Montréal 2017 Winning Chefs

Gold

Éric Gonzalez

L’Atelier Joël Robuchon

Pairing: Painted Rock 2013 Syrah

Silver

Jason Morris

Le Fantôme

Pairing: Hidden Bench 2013 Pinot Noir

Bronze

Fred St-Aubin

Moleskine

Pairing: Pinard & Filles Frangine

We would like to thank all of the competing chefs this year and we encourage Gold Medal Plates supporters to visit their restaurants. A full list here.

Culinary Report

To Montreal, to find our next champion of this year’s Gold Medal Plates campaign, not with a grand gala but with an intimate group of judges, cruising the city from restaurant to restaurant in a couple of spiffy Teo Tesla taxis. Our merry crew was led by Robert Beauchemin, the food and restaurant writer, anthropologist and Senior Judge for Montreal, together with food journalist and critic Gildas Meneu, author, broadcaster and culinary guru Mme. Rollande DesBois, and cookbook author, teacher and broadcaster Lilly Nguyen.

I must say, the showing from our five chefs was extraordinarily strong! Any of the three dishes that medalled could have won gold in the rest of the country and our final decision was not, at first, unanimous. But after long deliberation we reached a verdict.

We awarded our bronze medal to chef Fred St-Aubin of Moleskine. His dish was a most audacious explosion of sour and bitter flavours and absolutely delicious. Its star was an octopus limb, tender as a kiss and so full of flavour it drew wows of approval from our entire table. Chef had boiled it, cooled it, still preserving the naturally gelatinous schmeck of its surface, cooked it sous vide with a little red wine and some red wine vinegar, then finally roasted it in the wood-burning oven where he creates his delectable pizzas. Cushioning the octopus on either side was a “bitter salad” of braised puntarella, crunchy little crescents of lightly pickled fennel and fragments of radicchio that looked at first glance like bacon. Segments of tangerine, lightly torched added a different, sweeter acidity while a dab of black garlic paste sat on its own near the rim of the bowl, a brooding umami-laden presence.
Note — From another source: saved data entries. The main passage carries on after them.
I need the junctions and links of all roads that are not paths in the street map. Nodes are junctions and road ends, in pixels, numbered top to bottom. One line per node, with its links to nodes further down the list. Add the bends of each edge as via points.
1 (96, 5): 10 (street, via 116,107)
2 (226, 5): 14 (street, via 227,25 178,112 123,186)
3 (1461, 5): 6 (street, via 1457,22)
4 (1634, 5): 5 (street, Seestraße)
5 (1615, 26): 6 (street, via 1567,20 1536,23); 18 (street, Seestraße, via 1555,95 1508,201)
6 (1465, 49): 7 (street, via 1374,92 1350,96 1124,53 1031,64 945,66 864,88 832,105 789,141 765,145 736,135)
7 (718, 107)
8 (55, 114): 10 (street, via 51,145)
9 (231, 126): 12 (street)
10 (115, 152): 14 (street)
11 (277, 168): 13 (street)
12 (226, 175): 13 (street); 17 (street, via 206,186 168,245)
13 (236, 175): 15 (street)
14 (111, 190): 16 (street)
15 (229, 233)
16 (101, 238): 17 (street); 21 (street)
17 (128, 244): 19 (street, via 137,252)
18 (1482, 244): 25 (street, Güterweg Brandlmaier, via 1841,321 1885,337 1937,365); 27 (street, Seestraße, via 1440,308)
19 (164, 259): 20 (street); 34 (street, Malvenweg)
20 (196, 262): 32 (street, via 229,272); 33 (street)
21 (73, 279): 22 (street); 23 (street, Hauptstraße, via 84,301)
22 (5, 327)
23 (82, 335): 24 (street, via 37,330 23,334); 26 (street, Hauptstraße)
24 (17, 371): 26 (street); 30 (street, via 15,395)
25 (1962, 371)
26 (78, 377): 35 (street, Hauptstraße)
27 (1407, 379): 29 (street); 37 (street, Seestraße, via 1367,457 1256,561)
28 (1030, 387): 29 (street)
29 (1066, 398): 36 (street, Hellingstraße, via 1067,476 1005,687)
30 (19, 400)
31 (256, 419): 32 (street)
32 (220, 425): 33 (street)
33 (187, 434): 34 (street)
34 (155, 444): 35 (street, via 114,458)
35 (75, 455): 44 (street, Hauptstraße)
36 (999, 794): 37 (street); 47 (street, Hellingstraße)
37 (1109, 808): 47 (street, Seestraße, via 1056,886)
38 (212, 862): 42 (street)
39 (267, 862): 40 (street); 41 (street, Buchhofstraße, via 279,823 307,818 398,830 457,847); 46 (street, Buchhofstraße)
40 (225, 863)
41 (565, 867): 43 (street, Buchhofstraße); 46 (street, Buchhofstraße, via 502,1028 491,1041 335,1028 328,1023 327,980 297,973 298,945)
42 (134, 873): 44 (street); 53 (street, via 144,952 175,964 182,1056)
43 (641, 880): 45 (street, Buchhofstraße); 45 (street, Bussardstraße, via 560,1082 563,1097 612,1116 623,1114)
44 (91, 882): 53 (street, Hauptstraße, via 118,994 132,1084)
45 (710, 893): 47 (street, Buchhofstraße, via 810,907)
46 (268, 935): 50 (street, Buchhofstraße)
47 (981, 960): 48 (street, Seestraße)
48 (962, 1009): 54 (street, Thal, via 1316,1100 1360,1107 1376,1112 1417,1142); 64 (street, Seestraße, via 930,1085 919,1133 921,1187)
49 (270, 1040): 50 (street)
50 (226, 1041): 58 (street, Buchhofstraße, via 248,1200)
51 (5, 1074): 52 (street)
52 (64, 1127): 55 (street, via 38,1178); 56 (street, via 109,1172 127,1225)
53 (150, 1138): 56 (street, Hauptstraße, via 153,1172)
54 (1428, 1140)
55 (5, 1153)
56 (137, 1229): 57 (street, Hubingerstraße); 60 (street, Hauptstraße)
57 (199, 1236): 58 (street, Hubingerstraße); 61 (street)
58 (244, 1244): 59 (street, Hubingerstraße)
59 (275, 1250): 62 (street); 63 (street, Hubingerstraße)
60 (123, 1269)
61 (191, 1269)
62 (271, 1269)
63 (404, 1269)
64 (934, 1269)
Under the salad was a generous amount of a red pesto made from espalette peppers, at once rich, tangy and possessed of a sly chili heat. Drops of balsamic and chili oil provided the finishing touch. The pervasive bitterness and complex acidity demanded a unique wine and Chef delivered it, a cloudy, funky natural orange wine from Pinard & Filles called Frangine. Made in Magog, Quebec, from a hybrid grape called La Crescent, it was bone dry, tart and tasted of citrus, pineapple and tea – a brilliant choice.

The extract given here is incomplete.